Éviter de déposer dans un outil d’IA générative des documents contenant :
De plus en plus d’entreprises créent des chartes d’usage pour encadrer l’utilisation de l’IA par leurs collaborateurs. Ces chartes définissent :
Les entreprises doivent insérer des clauses contractuelles spécifiques dans leurs accords avec les éditeurs d’IA et leurs sous-traitants :
Un audit périodique permet de vérifier :
La sensibilisation des collaborateurs est essentielle. Le Cahier insiste sur l’importance de la formation interne afin que chacun comprenne :
Pour aller plus loin
L'usage de l'IA générative par les métiers du chiffre et du droit soulève des questions de confidentialité et de secret professionnel. Le Cahier n°43 de l'Académie des Sciences et Techniques Comptables et Financières propose des garde-fous juridiques pour concilier innovation et protection des données.
Le Cahier n°43, publié en avril 2025 par l'Académie des Sciences et Techniques Comptables et Financières, porte sur l'IA générative et la protection des données : confidentialité, RGPD et secret professionnel. Mirabile Avocat a participé à ce travail collectif d'experts.
C'est une préoccupation centrale. Les questions portent sur le lieu de stockage des données, leur accès et leur éventuelle utilisation pour entraîner les modèles. Le Cahier n°43 vise à apporter des garde-fous juridiques pour protéger les données sensibles des professionnels.
L'usage d'outils d'IA générative doit respecter le RGPD, notamment pour les données personnelles traitées. Le Cahier n°43 examine ces enjeux et propose un cadre pour concilier l'innovation apportée par ces outils et les exigences de protection des données.
Des outils comme ChatGPT, Copilot, Claude ou Llama se sont imposés dans les usages quotidiens depuis fin 2022. Ils permettent de rédiger, analyser et automatiser des tâches, mais leur usage soulève des questions de confidentialité et de protection des données sensibles.

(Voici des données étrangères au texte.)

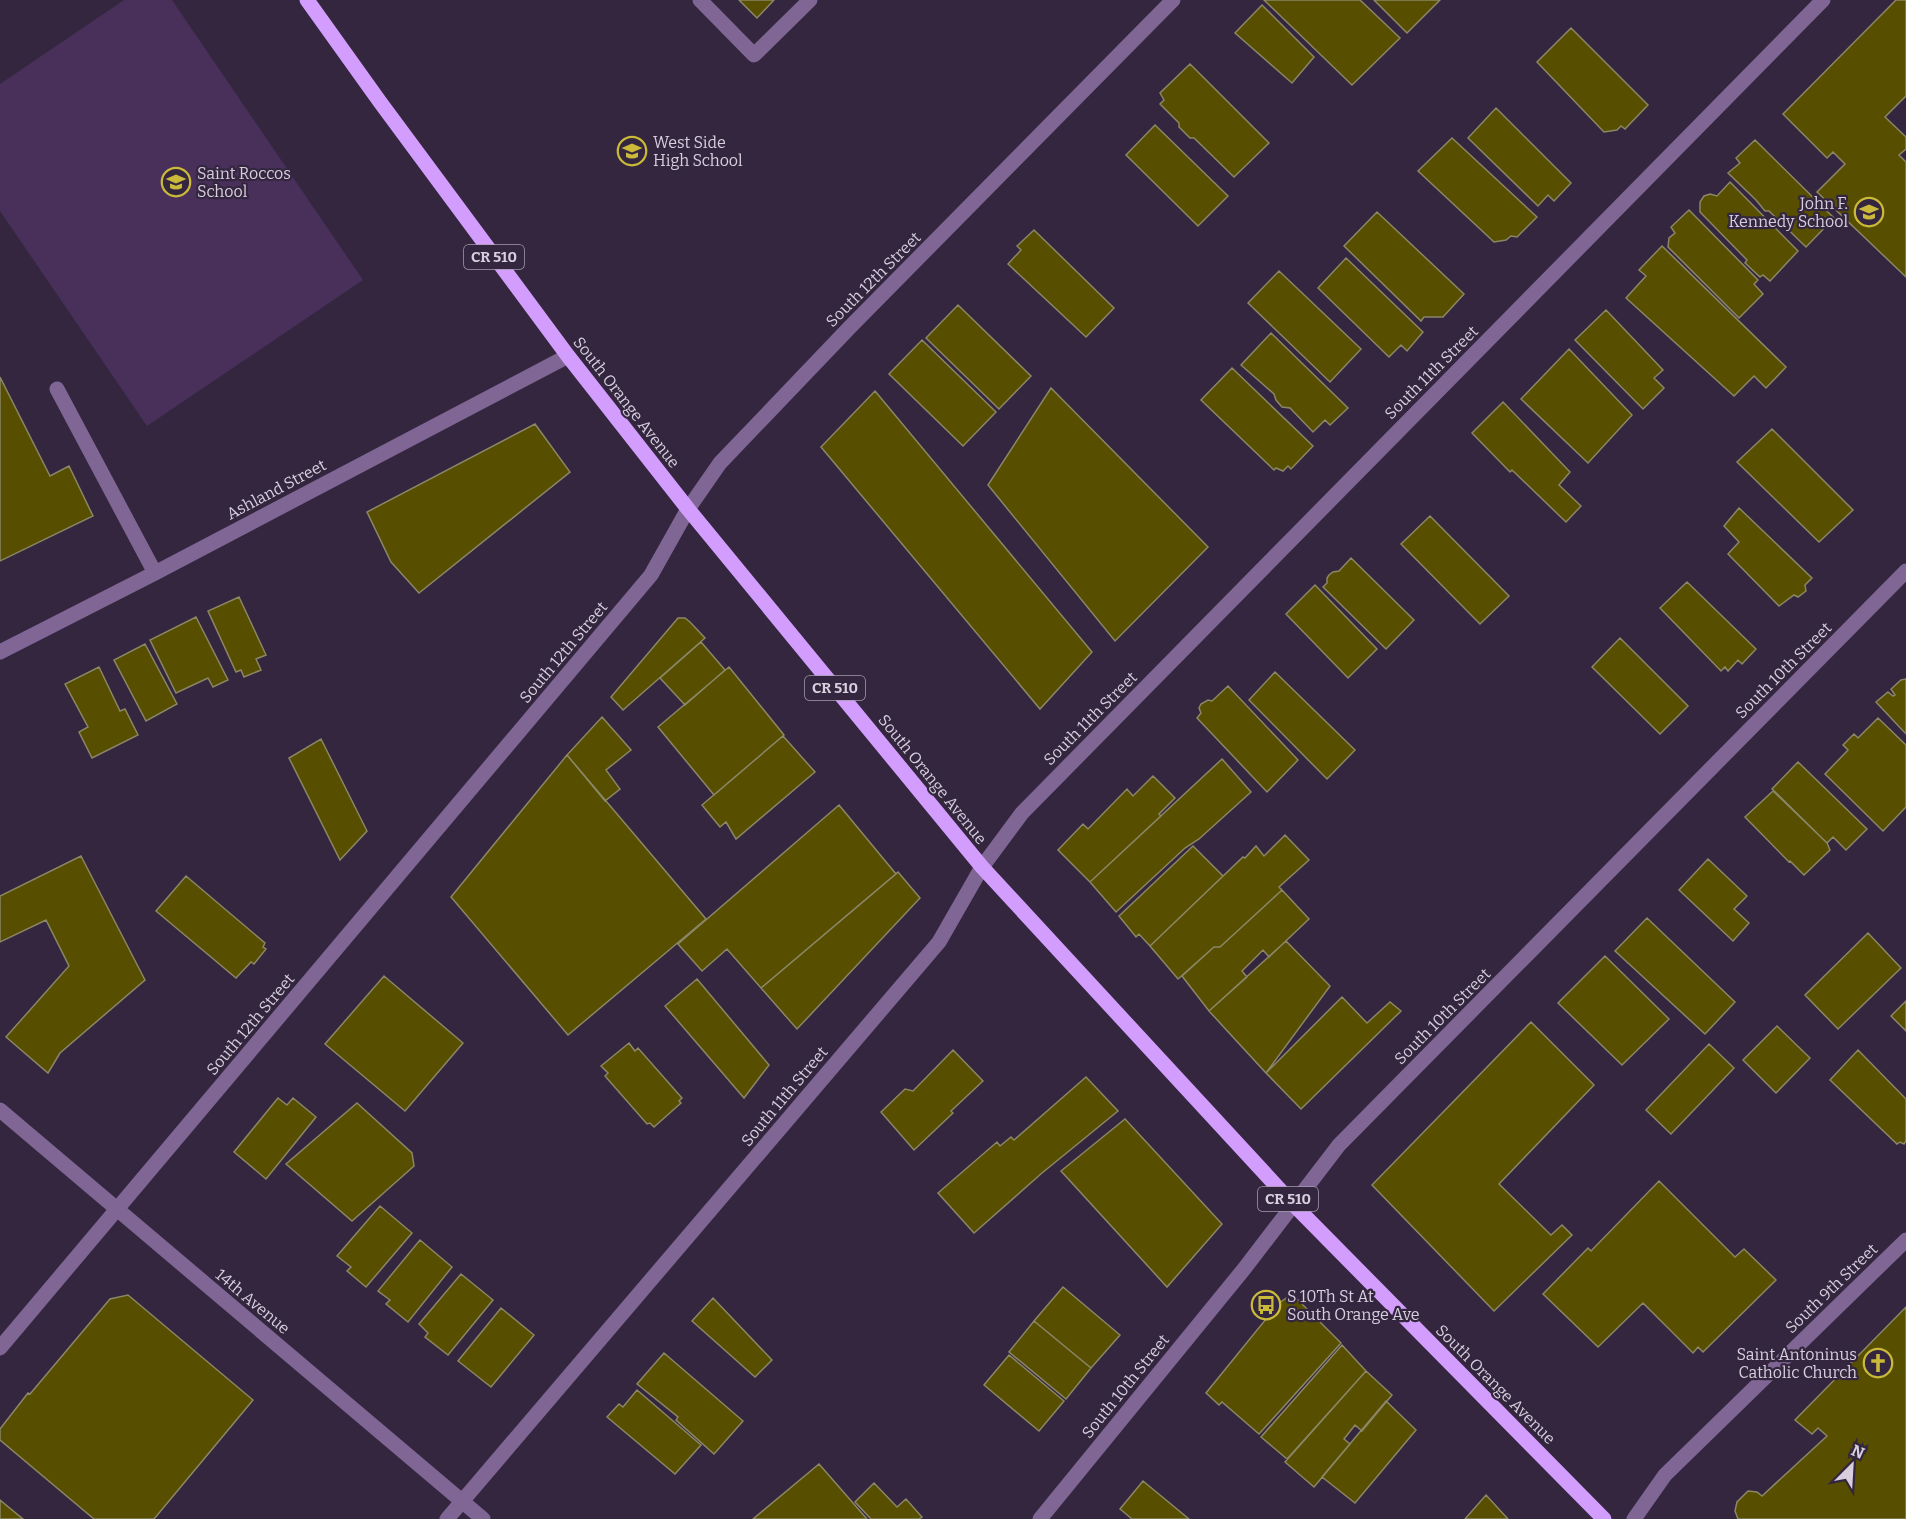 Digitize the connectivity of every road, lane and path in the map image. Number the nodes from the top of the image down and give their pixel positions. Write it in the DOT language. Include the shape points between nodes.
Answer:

Les experts-comptables et professionnels du droit manipulent des données sensibles couvertes par le secret professionnel. L'usage de l'IA générative crée un risque sur la confidentialité de ces données, d'où l'importance de garde-fous juridiques pour encadrer ces pratiques.
L'objectif est de fournir des garde-fous juridiques permettant aux professionnels d'utiliser l'IA générative tout en protégeant les données sensibles, en respectant le RGPD et le secret professionnel. Il concilie ainsi innovation et confidentialité.
Un avocat aide les professionnels du chiffre et du droit à encadrer l'usage de l'IA générative, à protéger les données sensibles et à respecter le RGPD et le secret professionnel. Cet accompagnement permet de concilier innovation et confidentialité.